Nach § 101 Abs. 1 lit. a KFG idF vor der 13. KFG-Novelle hatte der Täter bei einer Überladung sowohl des Kraftwagens als auch des Anhängers zwei Verwaltungsübertretungen zu verantworten, die mit zwei getrennten Strafen sanktioniert wurden. Jede dieser Verwaltungsübertretungen war jeweils mit der Höchststrafe des § 134 Abs. 1 KFG bedroht, sofern die Voraussetzungen für die Verhängung der Höchststrafe im Einzelfall vorlagen. Nach § 101 Abs. 1 lit. a KFG idF der 13. KFG-Novelle stellt eine Überladung von Kraftwagen und Anhänger nur mehr ein einziges Delikt dar, das auch nur einmal mit der Höchststrafe bedroht ist. Das neue Recht ist demnach für den Täter günstiger. Dabei ist es ohne Belang, ob im vorliegenden Fall die Voraussetzungen für die Verhängung der Höchststrafe vorgelegen wären oder nicht. Bei dem von § 1 Abs. 2 VStG angeordneten Günstigkeitsvergleich ist zwar von einer Betrachtung des konkreten Falles auszugehen, doch darf diese konkrete Betrachtungsweise nicht zur Vorwegnahme der Entscheidung über die Strafzumessung führen. Die persönlichen Verhältnisse des Täters haben daher keinen Einfluß auf das Ergebnis des Günstigkeitsvergleiches (vgl. Leukauf-Steininger, Kommentar zum Strafgesetzbuch, 2. Auflage. Rz 12 zu § 61 StGB sowie zum Ganzen das hg. Erkenntnis vom 18. Dezember 1991, Zl. 91/03/0238, betreffend einen gleichgelagerten Sachverhalt).

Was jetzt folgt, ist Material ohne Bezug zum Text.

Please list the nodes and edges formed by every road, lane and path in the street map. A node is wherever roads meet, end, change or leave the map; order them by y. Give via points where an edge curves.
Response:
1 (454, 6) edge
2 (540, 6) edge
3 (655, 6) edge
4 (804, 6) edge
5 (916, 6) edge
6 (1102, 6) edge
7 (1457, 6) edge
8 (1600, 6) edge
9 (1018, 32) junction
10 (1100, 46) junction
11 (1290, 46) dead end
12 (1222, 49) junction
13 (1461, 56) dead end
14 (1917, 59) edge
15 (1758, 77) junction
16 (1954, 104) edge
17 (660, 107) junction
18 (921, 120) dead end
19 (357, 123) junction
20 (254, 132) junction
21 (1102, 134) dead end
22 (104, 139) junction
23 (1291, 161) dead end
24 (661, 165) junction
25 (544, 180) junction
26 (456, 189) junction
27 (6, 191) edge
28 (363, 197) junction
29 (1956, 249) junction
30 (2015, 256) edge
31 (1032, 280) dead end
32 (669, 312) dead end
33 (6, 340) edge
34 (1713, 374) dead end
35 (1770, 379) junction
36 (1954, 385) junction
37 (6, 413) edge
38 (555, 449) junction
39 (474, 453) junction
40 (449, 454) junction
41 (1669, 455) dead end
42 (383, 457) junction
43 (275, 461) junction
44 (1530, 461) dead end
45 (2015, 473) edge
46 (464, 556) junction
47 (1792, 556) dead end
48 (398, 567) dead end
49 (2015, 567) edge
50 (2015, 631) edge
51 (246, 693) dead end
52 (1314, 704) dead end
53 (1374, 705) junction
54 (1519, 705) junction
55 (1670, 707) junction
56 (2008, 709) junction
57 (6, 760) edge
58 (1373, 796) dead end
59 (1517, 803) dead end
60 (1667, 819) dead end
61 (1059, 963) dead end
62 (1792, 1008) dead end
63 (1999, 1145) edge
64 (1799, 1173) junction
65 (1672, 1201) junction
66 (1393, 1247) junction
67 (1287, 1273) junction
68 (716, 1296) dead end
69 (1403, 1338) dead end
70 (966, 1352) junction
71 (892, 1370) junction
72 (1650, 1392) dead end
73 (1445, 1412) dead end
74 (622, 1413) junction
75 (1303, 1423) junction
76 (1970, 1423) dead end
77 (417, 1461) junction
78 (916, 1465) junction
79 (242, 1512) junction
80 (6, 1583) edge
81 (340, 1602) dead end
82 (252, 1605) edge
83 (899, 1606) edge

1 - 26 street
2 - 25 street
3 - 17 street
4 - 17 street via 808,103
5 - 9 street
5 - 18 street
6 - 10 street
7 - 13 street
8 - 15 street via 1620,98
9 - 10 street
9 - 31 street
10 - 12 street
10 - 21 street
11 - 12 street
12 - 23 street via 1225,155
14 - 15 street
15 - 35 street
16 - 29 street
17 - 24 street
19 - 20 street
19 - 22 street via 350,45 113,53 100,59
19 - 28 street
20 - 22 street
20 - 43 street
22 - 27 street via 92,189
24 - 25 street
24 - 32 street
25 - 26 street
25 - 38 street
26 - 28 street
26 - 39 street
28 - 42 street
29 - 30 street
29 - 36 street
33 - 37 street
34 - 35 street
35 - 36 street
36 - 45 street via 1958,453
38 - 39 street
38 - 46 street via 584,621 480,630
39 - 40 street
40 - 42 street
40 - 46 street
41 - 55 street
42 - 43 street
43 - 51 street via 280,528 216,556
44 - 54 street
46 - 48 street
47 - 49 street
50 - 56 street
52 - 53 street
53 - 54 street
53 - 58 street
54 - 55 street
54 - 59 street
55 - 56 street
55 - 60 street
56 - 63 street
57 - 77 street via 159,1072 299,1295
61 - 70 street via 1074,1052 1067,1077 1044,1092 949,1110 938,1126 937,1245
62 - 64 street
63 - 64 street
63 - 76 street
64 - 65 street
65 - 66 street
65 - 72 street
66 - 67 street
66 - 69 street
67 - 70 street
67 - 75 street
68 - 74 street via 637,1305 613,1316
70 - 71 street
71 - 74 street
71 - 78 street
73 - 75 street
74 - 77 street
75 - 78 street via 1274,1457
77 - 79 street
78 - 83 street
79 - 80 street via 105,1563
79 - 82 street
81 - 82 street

Über den Beschwerdeführer hätte daher für die zwei Delikte nur eine einzige Strafe verhängt werden dürfen.

Da der Schuldspruch frei von Rechtsirrtum ist, war die Beschwerde insoweit gemäß § 42 Abs. 1 VwGG als unbegründet abzuweisen. Im Ausspruch über die Strafe und den bezüglichen Kostenersatz war der angefochtene Bescheid jedoch wegen der oben aufgezeigten Rechtswidrigkeit des Inhalts gemäß § 42 Abs. 2 Z. 1 VwGG aufzuheben.

Die Kostenentscheidung gründet sich auf die §§ 47 ff VwGG in Verbindung mit der Verordnung BGBl. Nr. 104/1991. Da der in der zitierten Verordnung für den Schriftsatzaufwand vorgesehene Betrag von S 11.120,-- eine Pauschalsumme darstellt, in der auch die anteilsmäßige Umsatzsteuer mitenthalten ist, war das darüber hinausgehende Mehrbegehren abzuweisen.